Font Size:

The gate creaked open. Ahead, the path split.

To the right, the old warehouse looked like a crumbling relic of another era from the outside, but they knew better. It was layered up tighter than a crime boss’s alibi, with traps, cameras, and reinforced walls.

They pulled up outside the farmhouse, where they stayed when they were in deep. Rustic and solid, Maro lived there full-time, preferring the silence. He said it helped him “stay mean while not committing murder.”

The farmhouse was converted from an 1800s ruin into something out of a fairytale, complete with stone walls, blackened timbers, and slate roof. Inside, it was warm, worn, and livable. They each had rooms there, in addition to the kitchen, a fireplace, and enough bedrooms for whoever else was staying over. It was the only softness they allowed themselves.

The moment Zel stepped out, he shivered. “Christ, it’s cold enough to freeze yer knickers off.”

Maro was already unloading gear. “You moan like a pensioner, Zel.”

“I feel like one. Me back’s gone.”

“From what? All that sittin’ in meetings pretendin’ you’re important?”

Zel flipped him the bird.

Lirian strode off toward the farmhouse without a word.

Zel watched him go. “Swear down, he talks more to his bloody laptop than to us.”

To the right, past a gravel rise and through another false fence, sat the warehouse.

That was the real base.

It looked like a storage barn from a distance—corrugated metal, sloped roof, paint flaking. But beneath the façade was the compound: reinforced, tech-heavy, deadly. A palm-scan door and retina-lock vaults. Faraday shielding and lead-lined walls. Rooms for weapons, gear, surveillance, and of course, the basement. Maro’s room. The one that smelled of antiseptic and bleach and echoed with old, buried screams.

The cold was sharp and biting, curling through seams and stitching.
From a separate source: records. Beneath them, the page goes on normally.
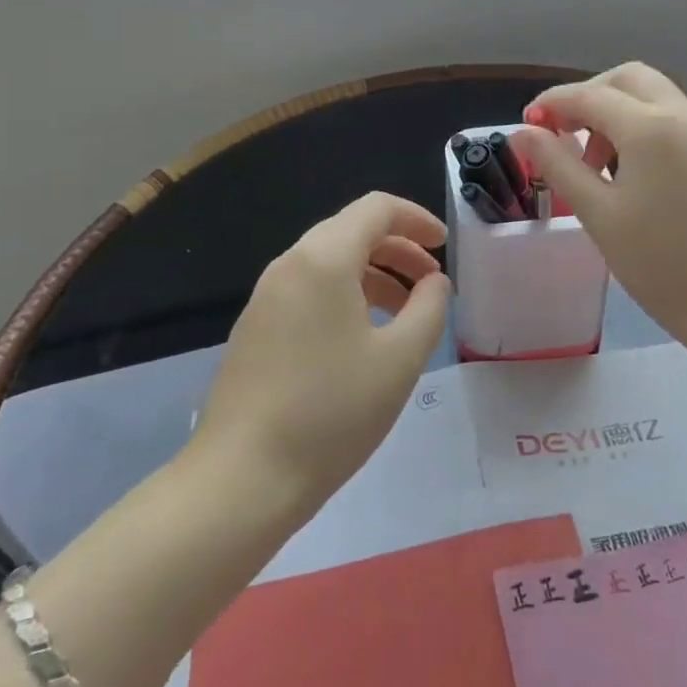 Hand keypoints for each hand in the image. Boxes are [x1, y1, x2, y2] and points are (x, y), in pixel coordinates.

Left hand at [192, 192, 451, 515]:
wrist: (241, 478)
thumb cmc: (330, 413)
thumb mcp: (399, 360)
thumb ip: (428, 309)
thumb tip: (434, 282)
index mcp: (323, 259)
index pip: (376, 208)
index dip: (416, 218)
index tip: (444, 246)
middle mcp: (290, 264)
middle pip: (352, 230)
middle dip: (398, 248)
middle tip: (431, 283)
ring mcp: (266, 296)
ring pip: (329, 262)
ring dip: (373, 274)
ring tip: (406, 314)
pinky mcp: (255, 327)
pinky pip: (309, 289)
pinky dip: (345, 295)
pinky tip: (362, 338)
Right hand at [513, 63, 686, 347]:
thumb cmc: (661, 263)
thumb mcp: (598, 213)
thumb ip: (557, 164)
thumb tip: (523, 132)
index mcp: (649, 126)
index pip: (588, 95)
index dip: (551, 104)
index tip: (526, 126)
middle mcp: (681, 115)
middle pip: (626, 79)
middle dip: (588, 96)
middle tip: (563, 133)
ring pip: (651, 95)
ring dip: (615, 110)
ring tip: (592, 162)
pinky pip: (670, 117)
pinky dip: (640, 125)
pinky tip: (626, 170)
Zel stretched, groaning. “I need a beer and a fucking warm shower.”

Maro was already hauling bags out of the boot. “Definitely do. You smell of three-day-old canned farts that they sell on OnlyFans.”

“Part of your spankbank, eh?” spat Zel.

Lirian was already back after doing a sweep of the farmhouse. He ignored them both, striding toward the warehouse entrance, already talking into his earpiece. “We’ve got three days. I want eyes on every heat signature within a five-mile radius by dawn.”

Thane lagged behind. Always the last out. Always looking back.

Zel clapped him on the shoulder. “You’ll feel better once we put a bullet in someone.”

Thane didn’t answer; he just walked toward the farmhouse, his thoughts already chasing ghosts.

***

An hour later, they made their way to the derelict warehouse. Moss crawled up cracked stone walls and the windows were blacked out. The roof sagged like it had given up the ghost.

Until you found the keypad.

Embedded in an old brick façade, almost invisible unless you knew where to look. Just a small square panel that flickered to life when a palm hovered over it. Handprint recognition. Then a click and the hum of a door opening.

And then the world changed.

The door swung open to reveal steel, glass, and light. A fortress hidden inside a corpse. Inside, every surface gleamed. Motion sensors tracked silently. Walls were reinforced and rooms soundproofed. This was their true headquarters. Manchester was for suits and contracts, but this…this was for war.

Maro’s favourite room was down the stairs in the basement. Cold, tiled, surgical. He called it “the Prep Room,” But everyone else called it the Morgue. Fluorescent lights flickered above stainless-steel tables, bone saws on one side, anaesthetics andchemicals on the other. Meat hooks hung off the ceiling. Everything was pristine. A wall of fridges buzzed softly. Maro, a former field medic, had a talent for pain and precision.

He once said a man’s silence could be cut out like a tumour, you just had to know where to cut.